____ Dataset extract

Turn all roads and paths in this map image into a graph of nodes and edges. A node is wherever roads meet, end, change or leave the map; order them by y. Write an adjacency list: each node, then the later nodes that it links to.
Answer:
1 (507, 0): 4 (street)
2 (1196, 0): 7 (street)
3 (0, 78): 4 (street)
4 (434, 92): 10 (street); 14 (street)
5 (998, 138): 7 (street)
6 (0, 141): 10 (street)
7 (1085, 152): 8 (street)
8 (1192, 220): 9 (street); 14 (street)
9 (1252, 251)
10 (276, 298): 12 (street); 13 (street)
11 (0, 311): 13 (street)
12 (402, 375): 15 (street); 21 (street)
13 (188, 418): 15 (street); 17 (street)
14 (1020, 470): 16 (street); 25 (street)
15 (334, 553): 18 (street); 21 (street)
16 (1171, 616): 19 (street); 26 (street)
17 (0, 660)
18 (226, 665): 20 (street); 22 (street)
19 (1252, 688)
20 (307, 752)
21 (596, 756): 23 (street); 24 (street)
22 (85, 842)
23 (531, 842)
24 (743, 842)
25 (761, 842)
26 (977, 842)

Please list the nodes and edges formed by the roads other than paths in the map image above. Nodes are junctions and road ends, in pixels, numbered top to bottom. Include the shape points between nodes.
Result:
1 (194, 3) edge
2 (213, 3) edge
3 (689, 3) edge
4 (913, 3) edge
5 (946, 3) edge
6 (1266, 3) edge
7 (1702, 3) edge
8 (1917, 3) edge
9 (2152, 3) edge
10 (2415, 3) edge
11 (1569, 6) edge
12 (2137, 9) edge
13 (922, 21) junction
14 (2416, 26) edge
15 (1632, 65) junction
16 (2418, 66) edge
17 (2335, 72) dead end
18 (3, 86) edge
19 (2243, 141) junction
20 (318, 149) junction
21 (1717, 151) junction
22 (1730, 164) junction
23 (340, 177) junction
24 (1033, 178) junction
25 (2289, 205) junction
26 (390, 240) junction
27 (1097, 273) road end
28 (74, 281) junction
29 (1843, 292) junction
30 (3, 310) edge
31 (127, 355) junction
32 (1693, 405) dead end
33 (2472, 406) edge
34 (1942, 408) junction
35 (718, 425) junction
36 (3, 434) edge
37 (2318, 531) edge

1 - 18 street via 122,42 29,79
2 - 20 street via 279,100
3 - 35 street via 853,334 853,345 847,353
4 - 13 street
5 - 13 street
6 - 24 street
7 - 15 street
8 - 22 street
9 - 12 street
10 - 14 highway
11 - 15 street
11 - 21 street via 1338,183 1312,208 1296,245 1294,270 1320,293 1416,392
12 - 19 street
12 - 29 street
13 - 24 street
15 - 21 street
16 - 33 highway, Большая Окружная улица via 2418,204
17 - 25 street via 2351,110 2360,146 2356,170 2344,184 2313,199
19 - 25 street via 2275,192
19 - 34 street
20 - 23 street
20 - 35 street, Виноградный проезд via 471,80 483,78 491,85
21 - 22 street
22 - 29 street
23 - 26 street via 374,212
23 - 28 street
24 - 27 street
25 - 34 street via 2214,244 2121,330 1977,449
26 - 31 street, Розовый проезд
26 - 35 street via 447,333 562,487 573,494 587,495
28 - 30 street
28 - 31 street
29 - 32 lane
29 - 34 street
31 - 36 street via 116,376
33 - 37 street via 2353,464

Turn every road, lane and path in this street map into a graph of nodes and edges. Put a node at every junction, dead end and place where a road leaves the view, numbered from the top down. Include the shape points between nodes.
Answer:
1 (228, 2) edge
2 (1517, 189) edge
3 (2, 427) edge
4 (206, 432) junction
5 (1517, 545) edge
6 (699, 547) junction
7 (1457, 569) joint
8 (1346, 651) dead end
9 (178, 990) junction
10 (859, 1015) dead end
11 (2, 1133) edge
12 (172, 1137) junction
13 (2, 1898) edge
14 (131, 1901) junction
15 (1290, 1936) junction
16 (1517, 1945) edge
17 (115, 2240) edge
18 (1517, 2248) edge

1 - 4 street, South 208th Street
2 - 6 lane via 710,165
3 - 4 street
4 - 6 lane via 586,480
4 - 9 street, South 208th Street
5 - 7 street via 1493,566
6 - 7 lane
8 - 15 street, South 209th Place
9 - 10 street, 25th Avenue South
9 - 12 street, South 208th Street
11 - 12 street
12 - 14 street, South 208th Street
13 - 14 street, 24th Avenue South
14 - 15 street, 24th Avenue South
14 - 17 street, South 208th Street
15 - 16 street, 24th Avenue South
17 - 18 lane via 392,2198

________

◆ **Requirement**
Scan the preceding records line by line, and state how many lines contain "paths". Nothing else belongs in the answer.

◆ **Solution below**
2